Carlos Sanchez Fuenmayor

Once again, Nabil Kanso astonishes the people in Venezuela.
Two years earlier, Maracaibo witnessed the polemic caused by Kanso’s paintings. Today, the Ateneo de Caracas exhibits 30 new versions of the Apocalypse According to Kanso.

In dealing with the horrors of war and the circumstance of peace that humankind requires, Kanso creates enormous paintings that serve as powerful weapons in fighting war. Through all his exhibitions, he shows the whole gamut of human suffering and pain. The tortured language itself makes his work a universal manifestation of solidarity. Paintings smelling of human blood escape from the frame and break out into the spaces of galleries and museums as an unchained dialogue of current expressionism. Paintings depicting scenes of war and destruction reflect visions of the fire devouring corpses of the human massacre. Pictures with an intimate writing seek refuge in a single word in order to avoid its conversion into a foreshadowing of other time and space.

Kanso looks at the contrast between the reality of war and the reality of painting in order to construct a new reality achieved through freedom, which is the basis of every creation. The works are conceptions that portray the source of life itself. The enormous canvases are filled with movement and violence of figural imagery reflecting Kanso’s compelling visions. In responding to the devastation and destruction of war affecting our lives, his mural paintings depict emotionally steering and confrontational scenes that draw the interest and involvement of the public in witnessing the violent events. To some viewers, the paintings are iconographic manifestations of protest against the proliferation of war resulting in a hellish environment from which people are desperately trying to escape in order to survive. To others, the images represent a temporal world permeated by a chain of violence and chaotic events created by mankind.

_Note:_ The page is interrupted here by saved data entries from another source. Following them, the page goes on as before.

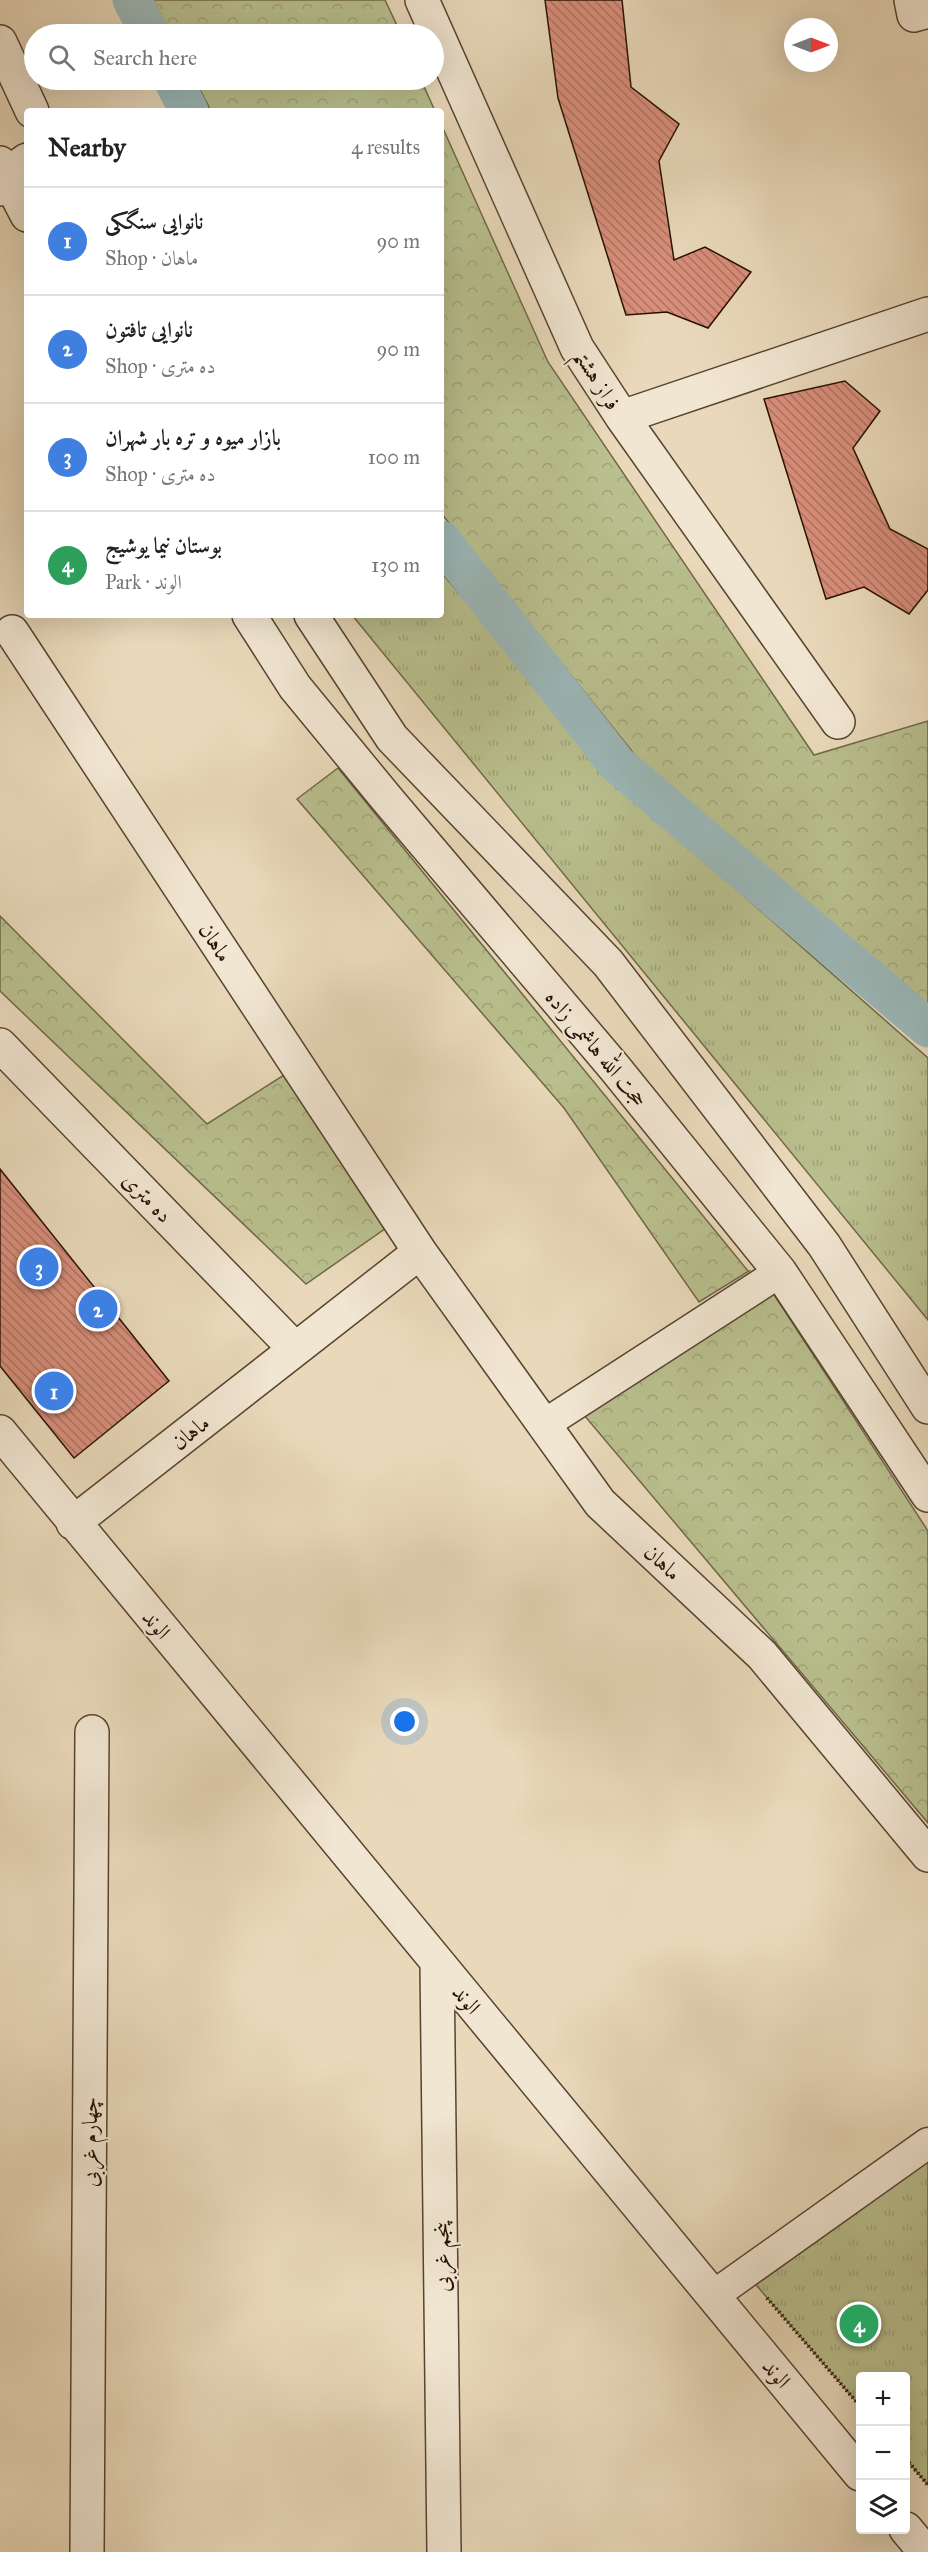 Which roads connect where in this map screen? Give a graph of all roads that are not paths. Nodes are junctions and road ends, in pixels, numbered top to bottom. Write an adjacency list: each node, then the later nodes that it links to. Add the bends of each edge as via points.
1 (422, 0): 4 (street, فراز هشتم)
2 (911, 0): 3 (street, via 914,15)
3 (928, 11)
4 (433, 24)
5 (0, 42): 7 (street)
6 (444, 49): 11 (street, فراز هشتم, via 577,348)
7 (31, 108)
8 (8, 172): 9 (street)
9 (24, 208)
10 (928, 314): 11 (street)
11 (622, 417): 15 (street, فراز هشتم)
12 (251, 618): 18 (street, حجت الله هاشمی زاده, via 296,687)
13 (313, 618): 20 (street, via 392,738 608,963 824,1245)
14 (12, 632): 17 (street, ماهان)
15 (838, 722)
16 (0, 1045): 19 (street, ده متری)
17 (420, 1252): 19 (street, ماهان); 21 (street, ماهان)
18 (780, 1272): 21 (street); 23 (street, حجت الله هاشمی زاده)
19 (296, 1349): 24 (street, ماهان)
20 (928, 1407)
21 (545, 1425): 26 (street, ماهان, via 600,1503 762,1655)
22 (0, 1432): 24 (street, الوند)
23 (928, 1495)
24 (73, 1523): 27 (street, الوند)
25 (92, 1732): 32 (street, چهارم غربی)
26 (928, 1855)
27 (437, 1963): 29 (street, الوند); 33 (street, پنجم غربی)
28 (928, 2143): 29 (street)
29 (713, 2296): 30 (street, الوند)
30 (856, 2468)
31 (910, 2534): 34 (street)
32 (87, 2552)
33 (444, 2552)
34 (925, 2552)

Kanso disturbs the chromatic gamut of chiaroscura, light and shadow through which the victims emerge from the canvases with a common sigh of an open wound, an injury sustained by social reality. Human perspectives accuse and denounce the existence of injustice at the hands of war-making rulers, not only in his native country, Lebanon, but also in other countries throughout the universe. Kanso reveals the decomposition of the truth with expressive power and maximum impact aiming to give the general public an in-depth vision of a much wider scope than the pictorial representation of news events blotting the history of mankind. His work is a chronicle of the make up and color of the different races standing together in the potter’s field in which a degrading and an offensive progress has transformed earth into a landscape of corpses.

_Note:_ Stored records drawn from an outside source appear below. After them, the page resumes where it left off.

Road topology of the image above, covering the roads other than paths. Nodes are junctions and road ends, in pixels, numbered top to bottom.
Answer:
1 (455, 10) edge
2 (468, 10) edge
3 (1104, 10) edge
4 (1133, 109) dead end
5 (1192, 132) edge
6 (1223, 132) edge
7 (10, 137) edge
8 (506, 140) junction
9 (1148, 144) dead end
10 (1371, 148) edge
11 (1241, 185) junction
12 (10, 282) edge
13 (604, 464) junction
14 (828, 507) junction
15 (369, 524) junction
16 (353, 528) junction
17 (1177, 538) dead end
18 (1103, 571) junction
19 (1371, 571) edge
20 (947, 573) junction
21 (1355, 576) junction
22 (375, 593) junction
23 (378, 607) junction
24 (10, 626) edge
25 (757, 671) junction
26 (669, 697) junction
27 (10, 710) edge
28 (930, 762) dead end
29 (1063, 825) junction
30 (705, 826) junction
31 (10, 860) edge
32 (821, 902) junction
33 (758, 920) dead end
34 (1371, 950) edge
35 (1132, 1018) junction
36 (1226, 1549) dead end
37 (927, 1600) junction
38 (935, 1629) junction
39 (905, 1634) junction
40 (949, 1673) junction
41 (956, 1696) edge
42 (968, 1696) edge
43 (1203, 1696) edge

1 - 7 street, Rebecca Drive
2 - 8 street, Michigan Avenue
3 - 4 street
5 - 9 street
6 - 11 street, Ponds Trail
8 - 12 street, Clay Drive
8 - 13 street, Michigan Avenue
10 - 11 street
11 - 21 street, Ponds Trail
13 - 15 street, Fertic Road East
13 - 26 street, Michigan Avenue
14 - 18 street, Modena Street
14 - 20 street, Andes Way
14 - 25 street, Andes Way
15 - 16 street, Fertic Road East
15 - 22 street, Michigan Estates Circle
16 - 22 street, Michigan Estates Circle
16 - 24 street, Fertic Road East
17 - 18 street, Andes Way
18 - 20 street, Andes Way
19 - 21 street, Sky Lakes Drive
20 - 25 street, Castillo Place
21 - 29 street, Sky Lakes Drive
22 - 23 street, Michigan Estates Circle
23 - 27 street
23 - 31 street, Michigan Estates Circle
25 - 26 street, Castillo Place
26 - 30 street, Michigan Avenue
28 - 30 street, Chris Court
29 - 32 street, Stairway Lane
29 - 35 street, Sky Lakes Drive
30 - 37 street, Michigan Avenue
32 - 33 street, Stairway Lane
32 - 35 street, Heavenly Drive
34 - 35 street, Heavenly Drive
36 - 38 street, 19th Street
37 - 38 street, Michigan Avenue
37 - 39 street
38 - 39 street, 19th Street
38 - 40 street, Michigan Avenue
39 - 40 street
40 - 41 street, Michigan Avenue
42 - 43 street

These mural paintings bring out the earthly nightmares that have concealed the serenity of paradise and peace, and transmit a new calling for an awakening. Kanso seems to be a prophet who talks about the broken disintegrating bodies. The requirements for any code or rule present no obstacle to his expression. Modern painting represents modern man. The most sacred interpretation of community affairs reflects the new art conceptions. Everything is an event. Neither art nor life is caricatured or ionized with a particular background or situation. Implications discovering values are never abandoned by the artist who creates and recreates in a continual struggle to promote and preserve the role and significance of painting. The background serves to reinforce and strengthen the striving for the earthly rubric of human rights.
 
In perceiving and understanding man in his social context, Kanso’s conception of human beings is expressed with a conscience examination, spontaneous compulsion, and total freedom in depicting scenes of brutality, death, pain, sexuality, and terror. He knows how to deal with the subject matter of war and insists on showing it in his works. There are artists who attempt to portray particular events by leaving life at the rear end of their work. The difficulties of making and showing innovative works demand confidence, courage, daring, and a synthesis, which stand here as a tribunal in interpreting and transmitting voices from the murals confronting the viewer: space cries, time cries. The silent voices burst out of the mural paintings with powerful expressions and gestures of the masses of figures. Together, in a massive force, they plunge into an apocalyptic storm.
 
Time and space that sink in fine arts exhibitions in bloody and mourning days have converged to stand up and take the challenge. The visual expression of man as his own destructor and executioner is rendered through compositions that show reality with multiple meanings from different angles. The resistance of the spirit delves into the depth when all the signs and trenches point toward a holocaust. On many occasions, man has been depicted in a vacuum of existence. When he appears with complete abandonment, the resistance of the color brings out a redemptive action. Kanso expresses the reality of hegemony, animosity, hate, poverty, suffering and death in powerful mural paintings communicating that reality effectively to the people.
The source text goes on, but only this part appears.